The L.A. Times published an extended analysis of new allegations of widespread Medicaid and Medicare fraud affecting many local senior citizens.
One scam involves tricking Chicago senior citizens into thinking that they need medical services that they do not, bilking Medicare information from those seniors, charging the public for the services, and pocketing the public funds. The scam is spearheaded by a business currently being investigated by local authorities in the Illinois Senior Medicare Patrol.
Chicago was recently identified as a “hot spot” of Medicare fraud, which experts believe costs American taxpayers as much as $70 billion a year. The designation has brought additional resources to the area with the goal of rooting out the problem. Most prosecutions so far have involved individuals who target senior citizens-likely because of their use of medical services and particular vulnerabilities.

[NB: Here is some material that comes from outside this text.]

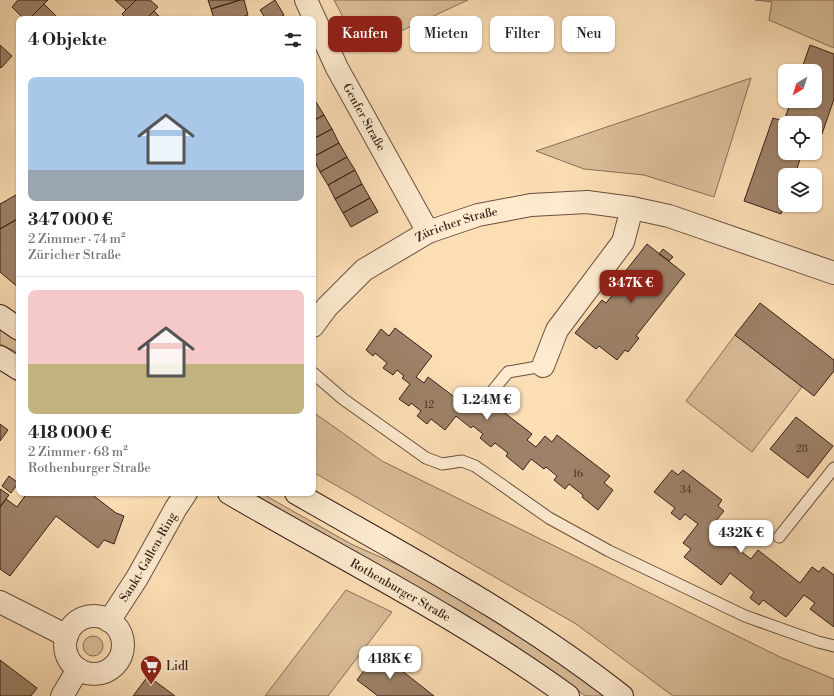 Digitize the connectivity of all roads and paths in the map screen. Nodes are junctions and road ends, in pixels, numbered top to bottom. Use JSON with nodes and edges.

For example, Chicago’s Chalice Home Healthcare Services, Inc. was charged with illegally boosting their Medicare payments by falsifying documents. The group listed patients as homebound and in need of skilled assistance even though that wasn’t true. In another case, the owner of Chicago’s Cottage Grove Community Medical Clinic ordered unnecessary diagnostic tests for seniors to boost revenues.
Besides stealing millions from taxpayers that could be spent on more worthwhile care, the fraud also has consequences for seniors. Older adults are often harmed with they are given an incorrect medical diagnosis. They can suffer complications from unnecessary testing and when their medical records are marred by inaccuracies.
Our Chicago nursing home lawyers at Levin & Perconti know well the various ways in which con artists target senior citizens. For some of societies most morally bankrupt individuals, the particular vulnerabilities of older adults are viewed as opportunities to make money. Illinois nursing home abuse, is one example of that conduct in action. As this story demonstrates it is all prevalent in non-nursing home settings. All advocates should remain on guard for these problems.